Use this flavorful kimchi mayo to elevate your favorite dishes with a hit of spicy, umami flavor! Two different options for preparing this recipe allow for varying levels of convenience, depending on how much time you have to make it.
Option #1 is quick and easy and gives you delicious kimchi mayo in a flash.
Option #2 is a more do-it-yourself approach and allows the freedom to adjust individual ingredients to suit your taste. This one is my favorite.
Either way, this homemade kimchi mayo recipe is sure to add an extra dimension of flavor to any dish such as my kimchi fish tacos or kimchi deviled eggs.
Jump to:
Option #1 Quick Kimchi Mayo
Ingredients
You only need 2 ingredients for this quick mayo:
- mayo - I like to use a thick mayo since we're adding ingredients to it and that can thin it out.
- kimchi - Either you can buy a jar of kimchi from the grocery store or make your own kimchi from scratch.
*Check recipe card for ingredient amounts.
How to Make it
Option #1 yields approximately 1 ⅔ cups mayo (26 tablespoons).
Step 1: Add the ingredients to a blender or food processor.
Step 2: Blend until smooth.
Step 3: Transfer to a jar or squeeze bottle.
Step 4: Serve!
Option #2 Kimchi Mayo From Scratch
With this option we are making the mayo from scratch instead of using prepared mayo. It yields approximately 1 cup mayo (16 tablespoons).
Ingredients
- kimchi brine - The kimchi brine is simply the liquid in the jar of kimchi and it has a huge amount of flavor. Drain the liquid from the jar and reserve the kimchi for another use.
- Dijon mustard - I like to use the smooth Dijon mustard for this recipe instead of the whole-grain to keep the mayo nice and smooth.
- lime juice - I recommend using freshly squeezed lime juice.
- canola oil - Canola has a neutral flavor and light texture which is perfect for homemade mayo.
*Check recipe card for full ingredients and amounts.
Chef's Note: Add diced chili peppers to turn up the heat, or additional lime juice for a more zesty taste. After about a day, the ingredients will marinate further and add even more depth to the flavor.
How to Make it
Step 1: Add the egg yolks, mustard and lime juice to a medium bowl. Whisk until combined.
Step 2: Add a small amount of the canola oil while whisking constantly, until completely combined. Continue adding small amounts of the oil, completely combining each time, until the mixture thickens.
Pro Tip: Be patient and add the oil very slowly so that the mayo doesn’t split.
Step 3: When the mayo becomes thick and spoon-able, you know it’s ready. Mix in the kimchi brine. Season with the sugar and salt.

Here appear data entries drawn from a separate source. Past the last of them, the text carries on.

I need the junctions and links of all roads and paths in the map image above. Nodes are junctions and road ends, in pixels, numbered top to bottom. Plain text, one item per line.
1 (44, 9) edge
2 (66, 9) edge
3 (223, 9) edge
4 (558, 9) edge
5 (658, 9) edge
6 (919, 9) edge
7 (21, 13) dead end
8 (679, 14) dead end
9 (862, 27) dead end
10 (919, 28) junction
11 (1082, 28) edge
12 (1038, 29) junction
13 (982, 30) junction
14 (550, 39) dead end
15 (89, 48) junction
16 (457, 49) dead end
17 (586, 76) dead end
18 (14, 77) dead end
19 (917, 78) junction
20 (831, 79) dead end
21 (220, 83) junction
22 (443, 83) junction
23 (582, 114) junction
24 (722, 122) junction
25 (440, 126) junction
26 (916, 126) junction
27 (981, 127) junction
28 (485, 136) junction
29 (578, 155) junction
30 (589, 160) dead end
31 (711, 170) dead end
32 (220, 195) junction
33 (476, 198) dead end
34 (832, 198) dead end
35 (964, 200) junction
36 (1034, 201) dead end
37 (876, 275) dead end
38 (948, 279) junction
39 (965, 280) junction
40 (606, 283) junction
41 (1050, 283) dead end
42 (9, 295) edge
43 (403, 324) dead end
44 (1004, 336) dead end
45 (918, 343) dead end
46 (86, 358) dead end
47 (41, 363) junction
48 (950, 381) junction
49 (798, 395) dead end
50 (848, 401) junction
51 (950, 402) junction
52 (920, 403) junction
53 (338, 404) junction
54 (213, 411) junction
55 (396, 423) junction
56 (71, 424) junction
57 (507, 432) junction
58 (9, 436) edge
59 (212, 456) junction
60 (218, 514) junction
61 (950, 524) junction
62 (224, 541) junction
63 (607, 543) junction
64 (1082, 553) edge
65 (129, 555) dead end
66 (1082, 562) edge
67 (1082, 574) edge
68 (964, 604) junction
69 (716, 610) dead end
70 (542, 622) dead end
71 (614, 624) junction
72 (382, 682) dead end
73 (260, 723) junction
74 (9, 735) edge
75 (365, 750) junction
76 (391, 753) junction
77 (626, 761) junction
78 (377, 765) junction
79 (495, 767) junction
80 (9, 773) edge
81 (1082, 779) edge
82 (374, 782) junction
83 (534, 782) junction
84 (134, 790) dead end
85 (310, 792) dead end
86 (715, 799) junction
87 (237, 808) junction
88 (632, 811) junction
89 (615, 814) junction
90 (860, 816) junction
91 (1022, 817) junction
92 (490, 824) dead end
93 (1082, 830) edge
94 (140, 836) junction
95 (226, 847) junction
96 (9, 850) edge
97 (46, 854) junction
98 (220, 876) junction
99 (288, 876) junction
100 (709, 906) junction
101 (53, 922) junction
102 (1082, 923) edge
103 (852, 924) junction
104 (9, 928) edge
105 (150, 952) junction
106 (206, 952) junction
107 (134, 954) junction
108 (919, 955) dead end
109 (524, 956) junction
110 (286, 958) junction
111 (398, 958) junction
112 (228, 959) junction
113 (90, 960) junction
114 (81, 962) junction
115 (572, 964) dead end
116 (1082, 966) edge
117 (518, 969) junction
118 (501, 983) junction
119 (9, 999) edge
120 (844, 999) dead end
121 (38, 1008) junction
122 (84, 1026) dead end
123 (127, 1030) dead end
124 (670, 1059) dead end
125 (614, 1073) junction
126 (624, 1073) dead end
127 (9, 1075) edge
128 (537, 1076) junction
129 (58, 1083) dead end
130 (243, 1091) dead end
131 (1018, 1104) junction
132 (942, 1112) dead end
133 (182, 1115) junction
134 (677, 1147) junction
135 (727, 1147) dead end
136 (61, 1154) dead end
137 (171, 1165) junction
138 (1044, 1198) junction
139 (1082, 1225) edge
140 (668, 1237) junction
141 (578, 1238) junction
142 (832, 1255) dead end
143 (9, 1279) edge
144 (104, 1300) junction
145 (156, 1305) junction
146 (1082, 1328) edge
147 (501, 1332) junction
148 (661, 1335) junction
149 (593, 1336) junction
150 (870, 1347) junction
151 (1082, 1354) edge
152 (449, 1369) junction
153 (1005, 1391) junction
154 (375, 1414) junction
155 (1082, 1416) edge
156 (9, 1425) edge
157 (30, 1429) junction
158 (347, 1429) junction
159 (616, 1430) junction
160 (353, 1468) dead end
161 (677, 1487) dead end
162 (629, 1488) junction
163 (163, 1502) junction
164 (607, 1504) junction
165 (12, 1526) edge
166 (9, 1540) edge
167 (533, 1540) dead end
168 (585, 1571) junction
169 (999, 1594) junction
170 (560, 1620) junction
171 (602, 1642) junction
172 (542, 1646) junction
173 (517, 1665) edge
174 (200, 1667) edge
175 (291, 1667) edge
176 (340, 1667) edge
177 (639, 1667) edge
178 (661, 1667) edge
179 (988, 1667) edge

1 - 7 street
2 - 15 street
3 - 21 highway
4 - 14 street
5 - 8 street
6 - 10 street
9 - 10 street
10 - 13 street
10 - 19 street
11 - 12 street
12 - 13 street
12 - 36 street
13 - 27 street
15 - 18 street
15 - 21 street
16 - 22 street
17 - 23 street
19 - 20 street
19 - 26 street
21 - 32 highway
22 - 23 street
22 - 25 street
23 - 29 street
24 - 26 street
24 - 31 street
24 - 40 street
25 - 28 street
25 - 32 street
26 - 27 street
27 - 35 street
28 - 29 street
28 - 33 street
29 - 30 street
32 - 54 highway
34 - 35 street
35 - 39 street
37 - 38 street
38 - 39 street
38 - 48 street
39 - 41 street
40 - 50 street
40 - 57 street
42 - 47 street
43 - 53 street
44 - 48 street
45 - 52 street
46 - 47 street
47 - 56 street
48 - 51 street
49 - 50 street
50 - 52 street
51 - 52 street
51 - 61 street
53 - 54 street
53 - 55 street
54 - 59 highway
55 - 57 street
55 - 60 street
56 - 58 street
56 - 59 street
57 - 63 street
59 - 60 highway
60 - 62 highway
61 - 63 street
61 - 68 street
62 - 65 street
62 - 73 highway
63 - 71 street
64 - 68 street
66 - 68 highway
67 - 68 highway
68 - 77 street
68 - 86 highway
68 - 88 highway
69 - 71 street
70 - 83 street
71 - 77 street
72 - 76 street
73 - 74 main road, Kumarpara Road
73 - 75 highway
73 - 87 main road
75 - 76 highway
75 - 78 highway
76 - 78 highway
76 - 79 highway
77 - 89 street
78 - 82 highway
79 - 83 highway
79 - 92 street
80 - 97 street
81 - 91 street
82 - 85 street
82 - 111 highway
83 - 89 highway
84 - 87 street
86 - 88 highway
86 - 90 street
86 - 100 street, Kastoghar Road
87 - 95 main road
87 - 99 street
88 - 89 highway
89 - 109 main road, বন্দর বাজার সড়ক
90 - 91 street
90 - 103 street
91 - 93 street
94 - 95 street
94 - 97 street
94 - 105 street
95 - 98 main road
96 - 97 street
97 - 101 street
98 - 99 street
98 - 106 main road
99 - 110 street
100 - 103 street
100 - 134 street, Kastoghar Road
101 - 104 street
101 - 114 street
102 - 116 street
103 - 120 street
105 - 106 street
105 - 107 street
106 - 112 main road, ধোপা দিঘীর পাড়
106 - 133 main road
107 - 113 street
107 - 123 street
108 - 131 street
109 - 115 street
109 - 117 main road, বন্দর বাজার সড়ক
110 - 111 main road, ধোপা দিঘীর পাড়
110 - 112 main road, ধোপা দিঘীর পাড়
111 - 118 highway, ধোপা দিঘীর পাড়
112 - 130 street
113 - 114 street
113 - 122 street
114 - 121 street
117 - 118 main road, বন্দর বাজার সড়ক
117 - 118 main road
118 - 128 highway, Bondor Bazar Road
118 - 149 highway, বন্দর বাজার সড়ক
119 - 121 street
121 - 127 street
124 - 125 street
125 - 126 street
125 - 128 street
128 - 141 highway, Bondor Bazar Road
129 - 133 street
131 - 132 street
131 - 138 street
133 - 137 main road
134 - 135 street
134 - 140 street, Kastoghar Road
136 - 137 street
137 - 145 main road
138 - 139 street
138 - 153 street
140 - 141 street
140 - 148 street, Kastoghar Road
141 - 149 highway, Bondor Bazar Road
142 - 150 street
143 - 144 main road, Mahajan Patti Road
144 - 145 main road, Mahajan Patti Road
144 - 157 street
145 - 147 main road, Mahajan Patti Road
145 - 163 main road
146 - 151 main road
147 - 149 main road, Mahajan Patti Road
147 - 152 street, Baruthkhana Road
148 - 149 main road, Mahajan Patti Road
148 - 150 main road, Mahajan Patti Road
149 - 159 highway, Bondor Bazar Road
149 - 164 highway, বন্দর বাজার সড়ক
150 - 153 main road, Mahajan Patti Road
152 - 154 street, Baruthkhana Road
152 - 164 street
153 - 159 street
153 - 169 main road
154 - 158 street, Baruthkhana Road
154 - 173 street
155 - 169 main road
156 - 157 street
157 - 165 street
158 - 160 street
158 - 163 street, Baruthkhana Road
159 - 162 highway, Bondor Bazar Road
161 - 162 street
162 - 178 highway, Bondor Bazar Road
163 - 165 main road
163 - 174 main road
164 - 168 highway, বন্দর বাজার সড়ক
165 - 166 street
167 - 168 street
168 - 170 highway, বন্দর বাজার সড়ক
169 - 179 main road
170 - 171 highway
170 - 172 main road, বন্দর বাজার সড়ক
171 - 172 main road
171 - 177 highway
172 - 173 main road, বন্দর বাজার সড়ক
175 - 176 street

Step 4: Transfer to a glass jar, airtight container or squeeze bottle.
Serving Suggestions
- This mayo makes an excellent topping for many Korean dishes, including beef bulgogi or bibimbap and rice bowls.
- It can be used in place of regular mayo for most dishes like sandwiches, wraps and burgers.
- Use it as a dipping sauce for kimchi French fries and chicken fingers!
- Try it in this delicious kimchi potato salad.
- Make your next dish a fusion favorite by adding this Korean-style mayo.
Recipe FAQs
Your freshly made Asian kimchi mayo should last up to 2 weeks in the refrigerator, so it is perfect to make ahead and reach for throughout the week any time you want to add the tangy flavor of kimchi to your meal.
Kimchi mayo isn't normally vegan because mayo contains eggs and kimchi can contain seafood. However, you can find vegan mayo and kimchi brands on the market.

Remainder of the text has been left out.